I lived that pond! I was marked by it. Or, you could say I knew it “prepositionally.” On top of it, I skated, or floating on it on my back, looked up at the sky. I also rowed all over, exploring. In: my fingers became raisin-y and puckered every day all summer; I dived, plunged in, or was thrown off the float. Dipping a hand from my rowboat, I netted (or simply grabbed) painted turtles which practically offered themselves near a swampy little island. My feet knew the pond’s sandy bottom; out further, after the “drop off,” my arms quickly learned to angle upward soon after cleaving the surface or get tangled in slimy weeds, and colder water.

I saw the pond in all seasons, walked its shoreline whose level of course varied with rainfall each year. The pond filled my eyes, my senses, even my mouth as every so often, I’d swallow some of its pleasantly irony water. After a long swim, my forearms would register a faint rusty cast from that iron. For those teenage years, Minister’s Pond and the paths in the woods around it, were my territory.

   

And there’s another clue to my interest in visual representation of water: the advertising brochure that my father put together for our cottage business. I remember him working carefully on its content, also consulting a local artist on design, which he shared with me.

On the back fold is a map of Cape Cod; here an arrow points to Nauset Haven and our location in Eastham. And look!  The overall shape of the Cape is surrounded by parallel lines, a kind of invented meniscus; I think this was probably a stock map/image of waves lapping at the shore. So, long before I ever thought of taking these photographs, let alone using such lines for emphasis or artistic effect, that idea of multiply outlined shapes was planted in me.

Coming back now to my fair photograph. Hardly taken in or near a pond, it’s of a puddle in my church’s parking lot, where I’ve taken hundreds of photos. Around church, I’m known for staring down at the ground after rain, camera on hand. My friends are used to me, if a bit bemused.

The leaves here are from an ornamental flowering pear tree, a commonly used landscaping tree in this area. In or after rain, I always check its leaves, blossoms, shadows and reflections; I also monitor a similar area on the church patio featuring a cassia tree. Those same elements of my “mix”—my multi-dimensional vision— await me, and often I go back or stay on after a service or meeting to work alone. Or some mornings, as Andy and I arrive for choir warmup, I have to capture “just a few more images!”

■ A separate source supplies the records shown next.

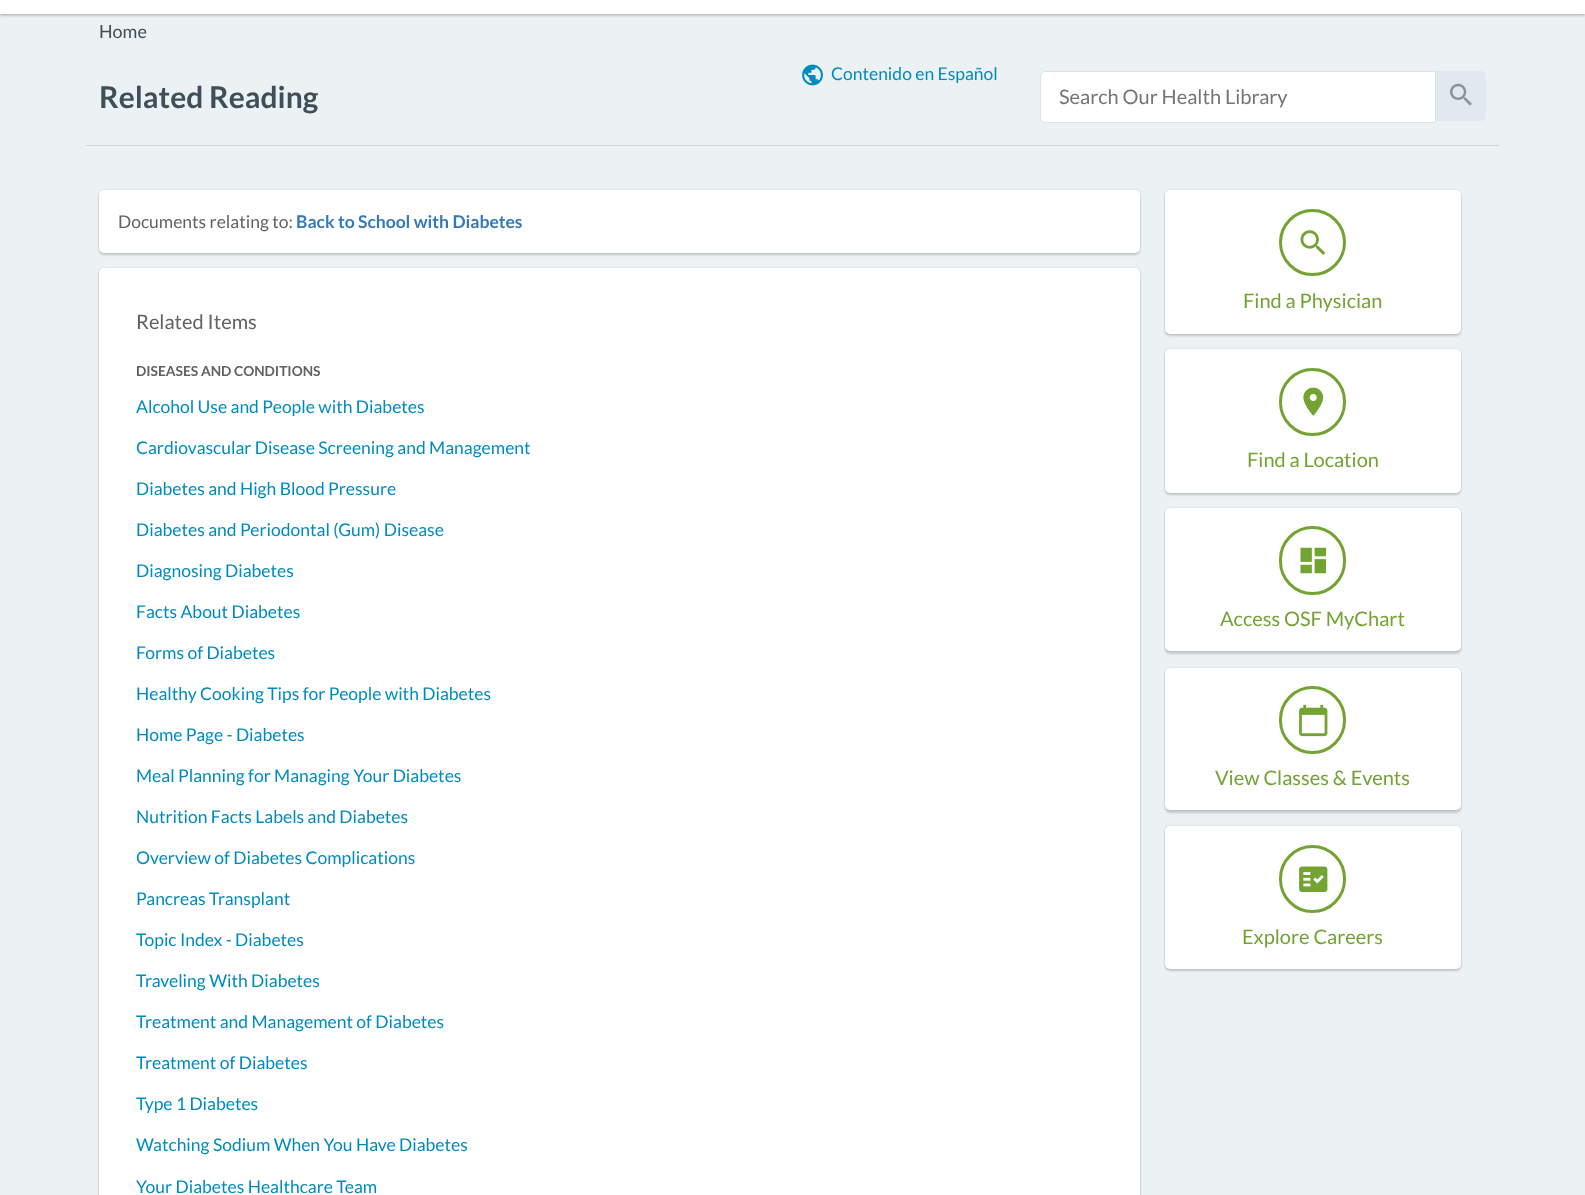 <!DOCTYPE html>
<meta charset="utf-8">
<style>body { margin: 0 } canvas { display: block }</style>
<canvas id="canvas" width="1585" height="1195"></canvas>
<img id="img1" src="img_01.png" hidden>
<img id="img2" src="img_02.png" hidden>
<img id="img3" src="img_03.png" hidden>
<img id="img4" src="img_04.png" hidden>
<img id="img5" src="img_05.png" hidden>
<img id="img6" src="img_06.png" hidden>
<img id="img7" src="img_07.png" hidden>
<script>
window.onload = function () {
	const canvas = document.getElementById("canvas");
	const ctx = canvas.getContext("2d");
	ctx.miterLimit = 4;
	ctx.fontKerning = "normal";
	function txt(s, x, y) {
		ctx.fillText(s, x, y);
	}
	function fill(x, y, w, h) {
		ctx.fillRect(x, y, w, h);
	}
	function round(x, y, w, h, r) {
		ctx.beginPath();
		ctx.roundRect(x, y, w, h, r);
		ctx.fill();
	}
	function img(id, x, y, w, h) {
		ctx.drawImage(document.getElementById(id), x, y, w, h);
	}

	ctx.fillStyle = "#ECF1F4";
	fill(0, 0, 1585, 1195);
	ctx.fillStyle = "#D0D4D7";
	fill(86, 145, 1413, 1);
	ctx.fillStyle = "#FFFFFF";
	ctx.beginPath();
	ctx.roundRect(1040.5, 71.5, 395, 51, [4.5, 0, 0, 4.5]);
	ctx.fill();
	ctx.strokeStyle = "#D6E4EB";
	ctx.stroke();
	ctx.fillStyle = "#DFE9EF";
	ctx.beginPath();
	ctx.roundRect(1436, 71, 50, 50, [0, 5, 5, 0]);
	ctx.fill();
	img("img1", 1450, 83, 22, 23);
	ctx.fillStyle = "rgba(0, 0, 0, 0.12)";
	ctx.filter = "blur(1px)";
	ctx.beginPath();
	ctx.roundRect(99, 190, 1041, 63, 5);
	ctx.fill();
	ctx.filter = "none";
	ctx.fillStyle = "rgba(0, 0, 0, 0.16)";
	ctx.filter = "blur(1px)";
	ctx.beginPath();
	ctx.roundRect(99, 193, 1041, 62, 5);
	ctx.fill();
	ctx.filter = "none";
	ctx.fillStyle = "#FFFFFF";
	round(99, 190, 1041, 63, 5);
	ctx.fillStyle = "rgba(0, 0, 0, 0.12)";
	ctx.filter = "blur(1px)";
	ctx.beginPath();
	ctx.roundRect(99, 268, 1041, 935, 5);
	ctx.fill();
	ctx.filter = "none";
	ctx.fillStyle = "rgba(0, 0, 0, 0.16)";
	ctx.filter = "blur(1px)";
	ctx.beginPath();
	ctx.roundRect(99, 270, 1041, 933, 5);
	ctx.fill();
	ctx.filter = "none";
	ctx.fillStyle = "#FFFFFF";
	round(99, 268, 1041, 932, 5);
	ctx.fillStyle = "rgba(0, 0, 0, 0.12)";
	ctx.filter = "blur(1px)";
	ctx.beginPath();
	ctx.roundRect(1165, 190, 296, 144, 5);
	ctx.fill();
	ctx.filter = "none";
	ctx.fillStyle = "rgba(0, 0, 0, 0.16)";
	ctx.filter = "blur(1px)";
	ctx.beginPath();
	ctx.roundRect(1165, 193, 296, 143, 5);
	ctx.fill();
	ctx.filter = "none";
	ctx.fillStyle = "#FFFFFF";
	round(1165, 190, 296, 144, 5);
	ctx.beginPath();
	ctx.arc(1312.5, 242.5, 32, 0, Math.PI * 2);
	ctx.strokeStyle = "#73A333";
	ctx.lineWidth = 3;
	ctx.stroke();
	img("img2", 1300, 230, 26, 25);
	ctx.fillStyle = "rgba(0, 0, 0, 0.12)";
	ctx.filter = "blur(1px)";
	ctx.beginPath();
	ctx.roundRect(1165, 349, 296, 144, 5);
	ctx.fill();
	ctx.filter = "none";
	ctx.fillStyle = "rgba(0, 0, 0, 0.16)";
	ctx.filter = "blur(1px)";
	ctx.beginPath();
	ctx.roundRect(1165, 351, 296, 144, 5);
	ctx.fill();
	ctx.filter = "none";
	ctx.fillStyle = "#FFFFFF";
	round(1165, 349, 296, 144, 5);
	ctx.beginPath();
	ctx.roundRect(1280.5, 369.5, 64, 65, 32);
	ctx.stroke();
	img("img3", 1303, 387, 21, 29);
	ctx.fillStyle = "rgba(0, 0, 0, 0.12)";
	ctx.filter = "blur(1px)";
	ctx.beginPath();
	ctx.roundRect(1165, 508, 296, 143, 5);
	ctx.fill();
	ctx.filter = "none";
	ctx.fillStyle = "rgba(0, 0, 0, 0.16)";
	ctx.filter = "blur(1px)";
	ctx.beginPath();
	ctx.roundRect(1165, 510, 296, 144, 5);
	ctx.fill();
	ctx.filter = "none";
	ctx.fillStyle = "#FFFFFF";
	round(1165, 508, 296, 143, 5);
	ctx.beginPath();
	ctx.roundRect(1280.5, 527.5, 64, 66, 32);
	ctx.stroke();
	img("img4", 1300, 547, 26, 27);
	ctx.fillStyle = "rgba(0, 0, 0, 0.12)";
	ctx.filter = "blur(1px)";
	ctx.beginPath();
	ctx.roundRect(1165, 668, 296, 142, 5);
	ctx.fill();
	ctx.filter = "none";
	ctx.fillStyle = "rgba(0, 0, 0, 0.16)";
	ctx.filter = "blur(1px)";
	ctx.beginPath();
	ctx.roundRect(1165, 670, 296, 143, 5);
	ctx.fill();
	ctx.filter = "none";
	ctx.fillStyle = "#FFFFFF";
	round(1165, 668, 296, 142, 5);
	ctx.beginPath();
	ctx.roundRect(1280.5, 687.5, 64, 65, 32);
	ctx.stroke();
	img("img5", 1299, 704, 29, 33);
	ctx.fillStyle = "rgba(0, 0, 0, 0.12)";
	ctx.filter = "blur(1px)";
	ctx.beginPath();
	ctx.roundRect(1165, 826, 296, 143, 5);
	ctx.fill();
	ctx.filter = "none";
	ctx.fillStyle = "rgba(0, 0, 0, 0.16)";
	ctx.filter = "blur(1px)";
	ctx.beginPath();
	ctx.roundRect(1165, 829, 296, 142, 5);
	ctx.fill();
	ctx.filter = "none";
	ctx.fillStyle = "#FFFFFF";
	round(1165, 826, 296, 143, 5);
	ctx.beginPath();
	ctx.roundRect(1280.5, 846.5, 64, 65, 32);
	ctx.stroke();
	img("img6", 1299, 866, 29, 26);
	ctx.fillStyle = "rgba(0, 0, 0, 0.12)";
	ctx.filter = "blur(1px)";
	ctx.beginPath();
	ctx.rect(0, -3, 1585, 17);
	ctx.fill();
	ctx.filter = "none";
	ctx.fillStyle = "rgba(0, 0, 0, 0.16)";
	ctx.filter = "blur(1px)";
	ctx.beginPath();
	ctx.rect(0, -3, 1585, 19);
	ctx.fill();
	ctx.filter = "none";
	ctx.fillStyle = "#FFFFFF";
	fill(0, 0, 1585, 14);
	img("img7", 802, 64, 21, 22);
	ctx.font = "18px Lato";
	ctx.fillStyle = "#3E4F5A";
	txt("Home", 99, 38);
	ctx.font = "bold 30px Lato";
	txt("Related Reading", 99, 108);
	ctx.font = "20px Lato";
	ctx.fillStyle = "#757575";
	txt("Search Our Health Library", 1059, 104);
	ctx.font = "17.5px Lato";
	ctx.fillStyle = "#626262";
	txt("Documents relating to:", 118, 228);
	ctx.font = "bold 17.5px Lato";
	ctx.fillStyle = "#337AB7";
	txt("Back to School with Diabetes", 296, 228);
	ctx.font = "20px Lato";
	ctx.fillStyle = "#626262";
	txt("Related Items", 136, 329);
	ctx.font = "bold 13.75px Lato";
	txt("DISEASES AND CONDITIONS", 136, 376);
	ctx.font = "17.5px Lato";
	ctx.fillStyle = "#008BBF";
	txt("Alcohol Use and People with Diabetes", 136, 413);
	txt("Cardiovascular Disease Screening and Management", 136, 454);
	txt("Diabetes and High Blood Pressure", 136, 495);
	txt("Diabetes and Periodontal (Gum) Disease", 136, 536);
	txt("Diagnosing Diabetes", 136, 577);
	txt("Facts About Diabetes", 136, 618);
	txt("Forms of Diabetes", 136, 659);
	txt("Healthy Cooking Tips for People with Diabetes", 136, 700);
	txt("Home Page - Diabetes", 136, 741);
	txt("Meal Planning for Managing Your Diabetes", 136, 782);
	txt("Nutrition Facts Labels and Diabetes", 136, 823);
	txt("Overview of Diabetes Complications", 136, 864);
	txt("Pancreas Transplant", 136, 905);
	txt("Topic Index - Diabetes", 136, 946);
	txt("Traveling With Diabetes", 136, 987);
	txt("Treatment and Management of Diabetes", 136, 1028);
	txt("Treatment of Diabetes", 136, 1069);
	txt("Type 1 Diabetes", 136, 1110);
	txt("Watching Sodium When You Have Diabetes", 136, 1151);
	txt("Your Diabetes Healthcare Team", 136, 1193);
	ctx.font = "20px Lato";
	ctx.fillStyle = "#73A333";
	txt("Find a Physician", 1243, 308);
	txt("Find a Location", 1247, 467);
	txt("Access OSF MyChart", 1220, 626);
	txt("View Classes & Events", 1215, 785);
	txt("Explore Careers", 1242, 944);
	ctx.font = "17.5px Lato";
	ctx.fillStyle = "#008BBF";
	txt("Contenido en Español", 831, 80);
};
</script>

Thinking about the Fair photograph, my thoughts themselves are like the outlines of meniscus, a pond’s worth of thoughts and ideas surrounding all the ways I photograph and relate to water.

Although I had hoped for higher than third place, I’m pleased to win at all. I guess we all harbor high hopes for our efforts. Still, perhaps my Third Place ribbon will draw a few more seconds of attention to what is essentially the image of a parking space.

And, underneath my own pleasure in the ribbon, there’s the important thing: all this beauty out there. I must pay attention, miss nothing. So much awaits my eyes, in ponds and parking lots, gutters and swamps, even drinking glasses, every day of my life.